** Study material follows **
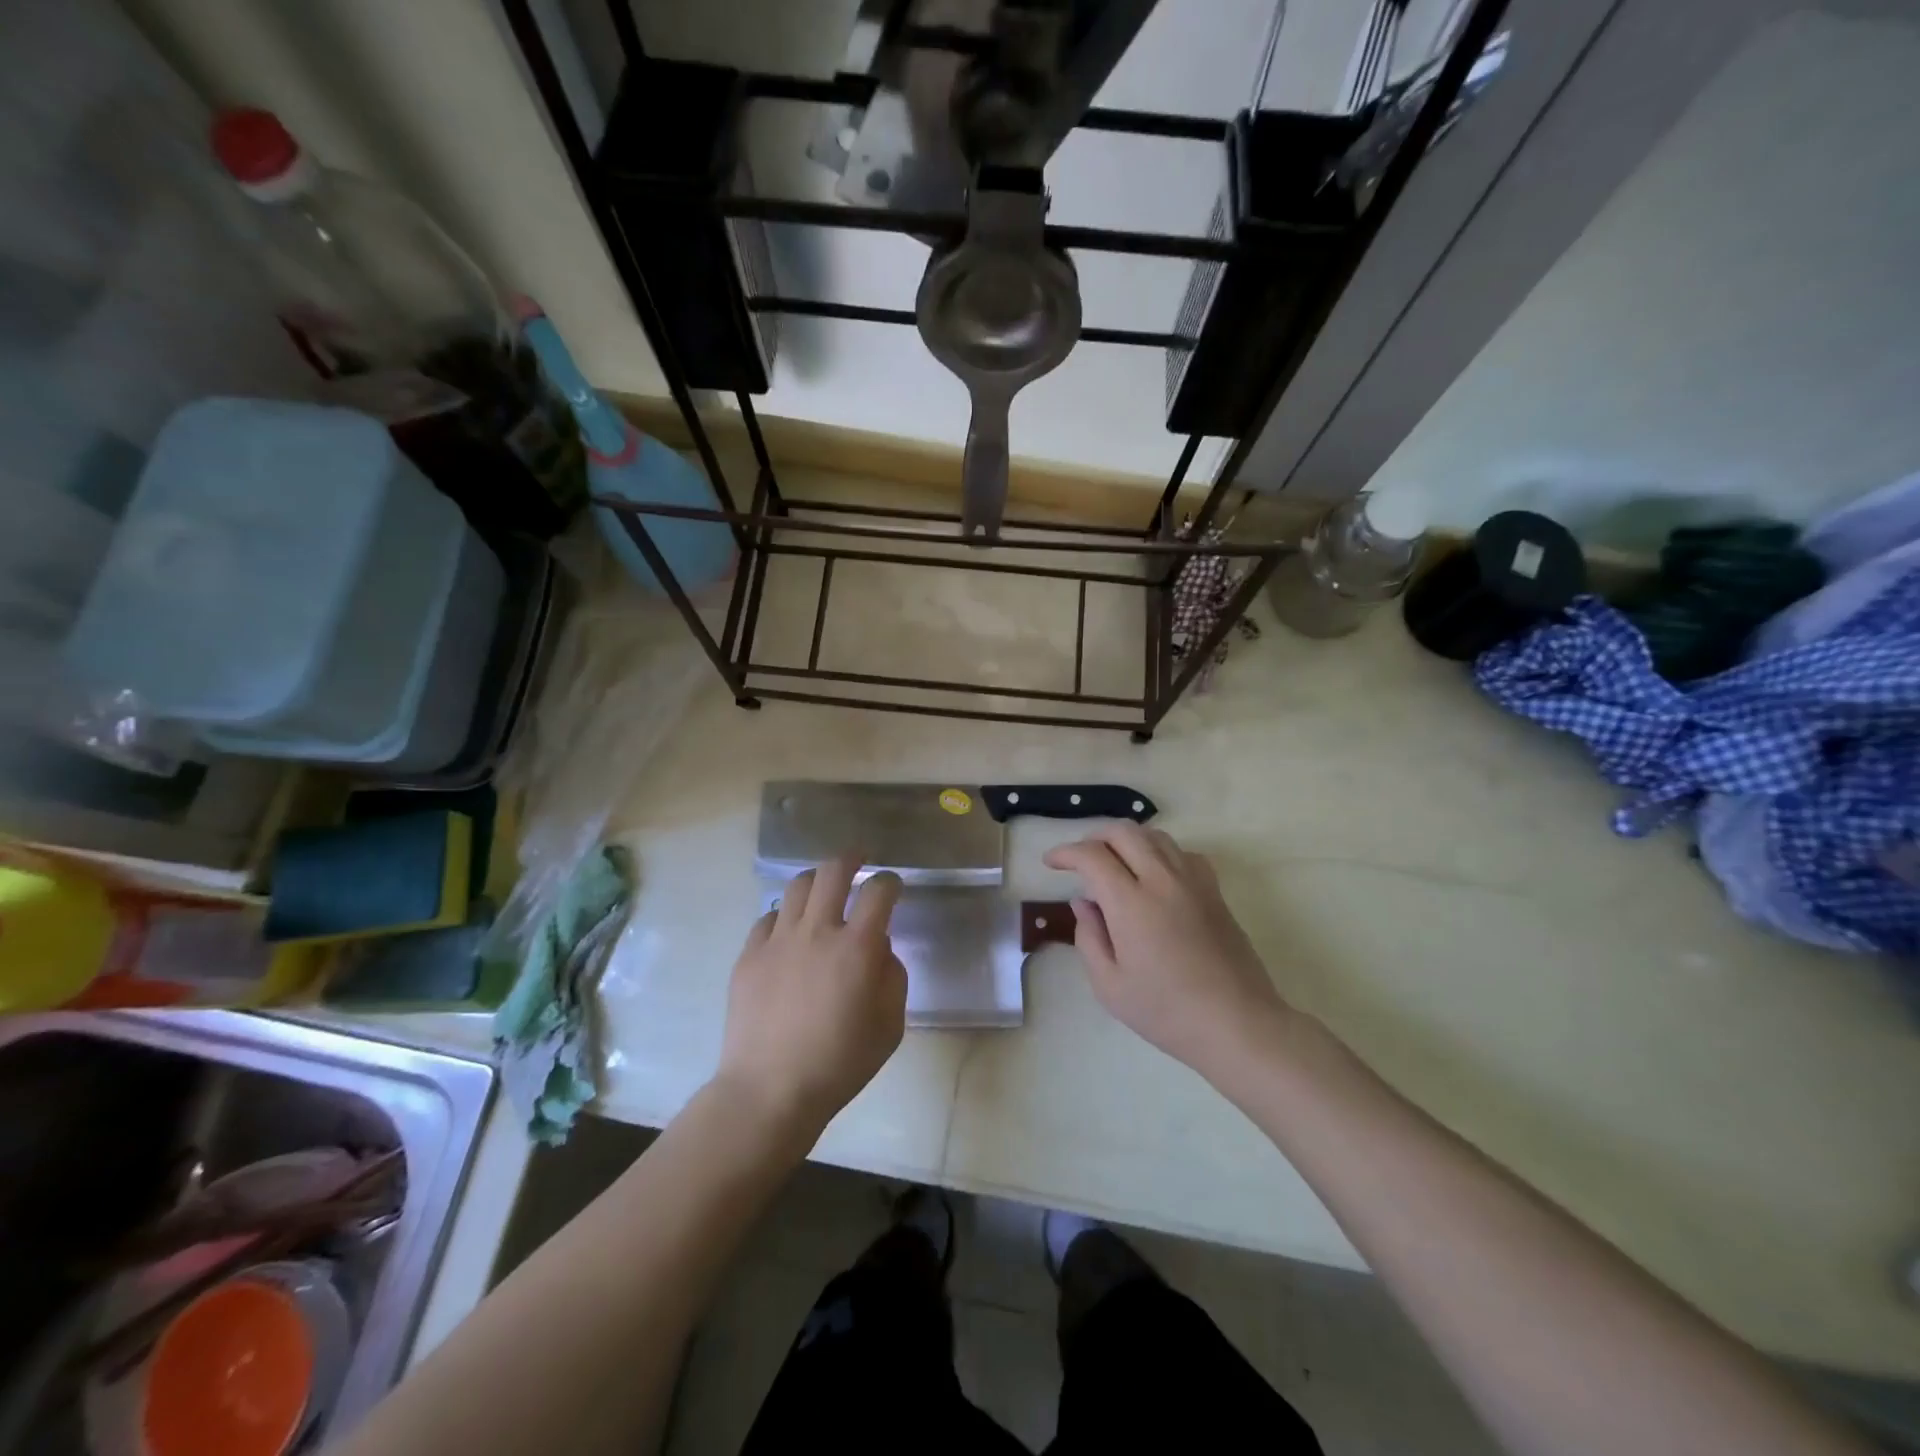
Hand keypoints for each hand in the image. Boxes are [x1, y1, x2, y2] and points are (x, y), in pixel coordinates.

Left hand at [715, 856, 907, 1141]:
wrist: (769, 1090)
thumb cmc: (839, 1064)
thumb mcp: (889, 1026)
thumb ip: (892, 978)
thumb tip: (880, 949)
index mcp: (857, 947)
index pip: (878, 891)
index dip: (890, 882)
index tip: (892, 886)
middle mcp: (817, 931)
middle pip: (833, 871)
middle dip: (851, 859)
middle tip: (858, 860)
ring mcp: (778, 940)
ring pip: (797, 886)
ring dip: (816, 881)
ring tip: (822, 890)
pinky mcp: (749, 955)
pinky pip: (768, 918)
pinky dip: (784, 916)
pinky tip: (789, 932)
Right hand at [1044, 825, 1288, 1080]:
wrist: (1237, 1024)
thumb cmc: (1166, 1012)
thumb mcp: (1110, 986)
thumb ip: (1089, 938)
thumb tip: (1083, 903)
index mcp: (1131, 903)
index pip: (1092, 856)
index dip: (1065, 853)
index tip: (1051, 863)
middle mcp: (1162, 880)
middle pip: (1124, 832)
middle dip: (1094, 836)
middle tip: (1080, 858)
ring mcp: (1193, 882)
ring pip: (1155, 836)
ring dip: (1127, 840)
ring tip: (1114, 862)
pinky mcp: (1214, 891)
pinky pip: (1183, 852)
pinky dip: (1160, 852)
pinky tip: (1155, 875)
** End of Study material **
» **Task directions**
No images belong in the copy. Transcribe every record exactly.

» **Written answer**
Hand keypoints for each hand in the image. Boxes are [x1, y1, x2, y2] and points are (x, y), in pixel coordinates.

Left hand at [715, 856, 907, 1141]:
wrist: (769, 1090)
thumb cmc: (839, 1064)
thumb mcp: (889, 1026)
thumb ip: (892, 978)
thumb tip: (880, 949)
index mcp: (857, 947)
index pip: (878, 891)
index dip: (890, 882)
index tip: (892, 886)
middle mcp: (817, 931)
middle pip: (833, 871)
middle dip: (851, 859)
middle tip: (858, 860)
ring mcp: (778, 940)
ring pip: (797, 886)
ring dip: (816, 881)
ring tip: (822, 890)
pinky mcp: (749, 955)
pinky pip: (768, 918)
pinky dip: (784, 916)
pinky tip: (789, 932)
Right hand at [1044, 825, 1288, 1080]:
wrist: (1237, 1024)
thumb cmc: (1166, 1012)
thumb mcp: (1110, 986)
thumb ip: (1089, 938)
thumb tip: (1083, 903)
index mcp: (1131, 903)
index pip: (1092, 856)
index dip: (1065, 853)
index tip: (1051, 863)
middle mcp: (1162, 880)
middle pip: (1124, 832)
middle dip: (1094, 836)
middle tip: (1080, 858)
ring mcp: (1193, 882)
ring pip: (1155, 836)
ring dip: (1127, 840)
ring tip: (1114, 862)
pinky mcp: (1214, 891)
pinky pip: (1183, 852)
pinky dip: (1160, 852)
pinky tip: (1155, 875)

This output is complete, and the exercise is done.